In a letter to the Tory leader, 30 past and present local Conservative chairs from the party’s Grassroots organisation warned that his push for same-sex marriage had made winning the general election “virtually impossible”.

It stated that marriage equality had led to Tory voters switching to UKIP, and warned they would not switch back until the Conservatives abandoned the policy “or the party leadership changed”

Conservative Grassroots chair Bob Woolard said: “The prime minister’s bizarre drive to ram this legislation through Parliament, without any democratic mandate and without the support of party members, has been a disaster and has driven thousands of voters to UKIP.

“The marriage-based family is at the heart of Conservatism,” he added. “This dilution and unravelling of marriage has de-motivated many ordinary, loyal Conservative Party members and has undermined their years of hard work for something they believed in.

“It makes winning the next election virtually impossible… For the sake of our children they should also strengthen conventional marriage.”

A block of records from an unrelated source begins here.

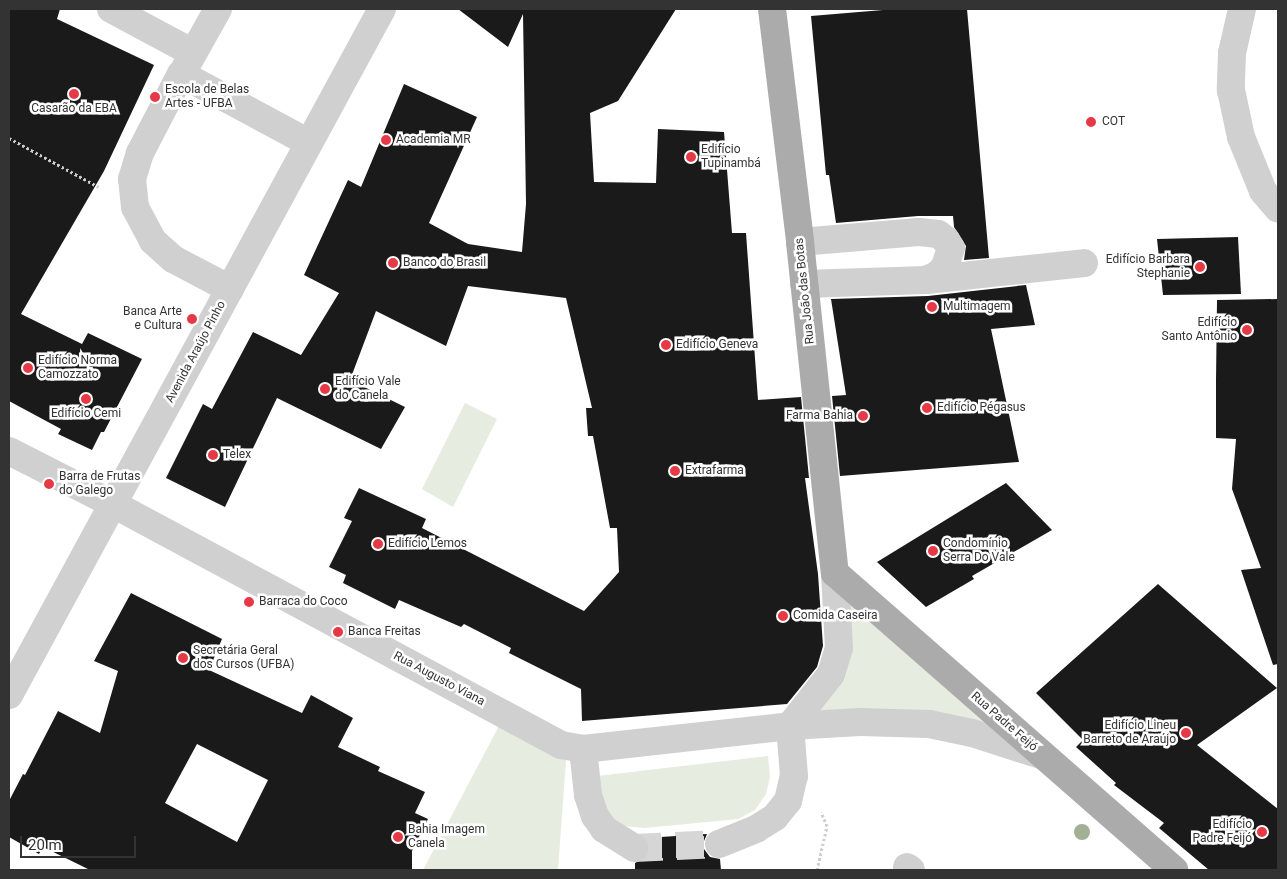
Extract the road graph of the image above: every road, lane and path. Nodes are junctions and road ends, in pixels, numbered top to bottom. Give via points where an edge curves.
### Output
1 (111, 9) edge
2 (218, 9) edge
3 (382, 9) edge
4 (772, 9) edge
5 (1242, 9) edge
6 (187, 63) junction
7 (9, 138) edge
8 (309, 143) junction
9 (135, 206) junction
10 (1278, 209) edge
11 (800, 242) junction
12 (1084, 263) dead end
13 (926, 280) junction
14 (804, 284) junction
15 (230, 289) junction
16 (9, 451) edge
17 (113, 504) junction
18 (835, 574) junction
19 (9, 695) edge
20 (790, 726) junction
21 (583, 749) junction
22 (1041, 755) junction
23 (719, 844) tunnel mouth
24 (634, 848) tunnel mouth
25 (1174, 870) edge

1 - 6 street
2 - 6 street
3 - 8 street, Avenida Araújo Pinho
4 - 11 main road, Rua João das Botas
5 - 10 street via 1232,53 1231,90 1241,137 1264,190
6 - 8 street
6 - 9 street via 140,153 132,179
7 - 9 path
8 - 15 street, Avenida Araújo Pinho
9 - 15 street via 152,240 173,259
11 - 13 street via 919,232 938,234 951,248 949,258 937,275
11 - 14 main road, Rua João das Botas
12 - 13 street
13 - 14 street
14 - 18 main road, Rua João das Botas
15 - 17 street, Avenida Araújo Pinho
16 - 17 street, Rua Augusto Viana
17 - 19 street, Avenida Araújo Pinho
17 - 21 street, Rua Augusto Viana via 561,745
18 - 20 street via 839,648 831,674
18 - 22 main road, Rua Padre Feijó
20 - 21 street, Rua Augusto Viana
20 - 22 street, Rua Augusto Viana via 860,722 929,724 972,732
20 - 23 street via 794,776 788,800 775,817 763,825
21 - 24 street via 588,795 595,816 604,829
22 - 25 main road, Rua Padre Feijó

According to the letter, Cameron’s “refusal to listen to reason and grassroots opinion is causing many previously loyal Conservatives to leave the party – some are lost forever and many will not contemplate re-joining unless the Bill is abandoned or the party leadership changed”.

It added that minority group Conservative supporters were among those most alienated by the bill, as they “cannot comprehend how a Conservative prime minister can be promoting a Bill that will redefine marriage in a way which is contrary to their religious and cultural beliefs and practices”.

Yesterday openly gay Conservative MP Mike Freer spoke out to say that he thinks other Tory MPs are trying to “derail” the equal marriage bill, and that an amendment to allow opposite-sex civil partnerships could undermine it.

Last week Defence Secretary Philip Hammond told BBC1′s Question Time, regarding same-sex marriage: “There was no huge demand for this and we didn’t need to spend a lot of parliamentary time and upset vast numbers of people in order to do this.

He added: “There is a real sense of anger among many people who are married that any government thinks it has the ability to change the definition of an institution like marriage.”

A spokesman for David Cameron rejected the claim that too much time had been spent on the issue.

He said: “The prime minister thinks that the right process is being followed. The government has set out the legislative programme and it is the right one.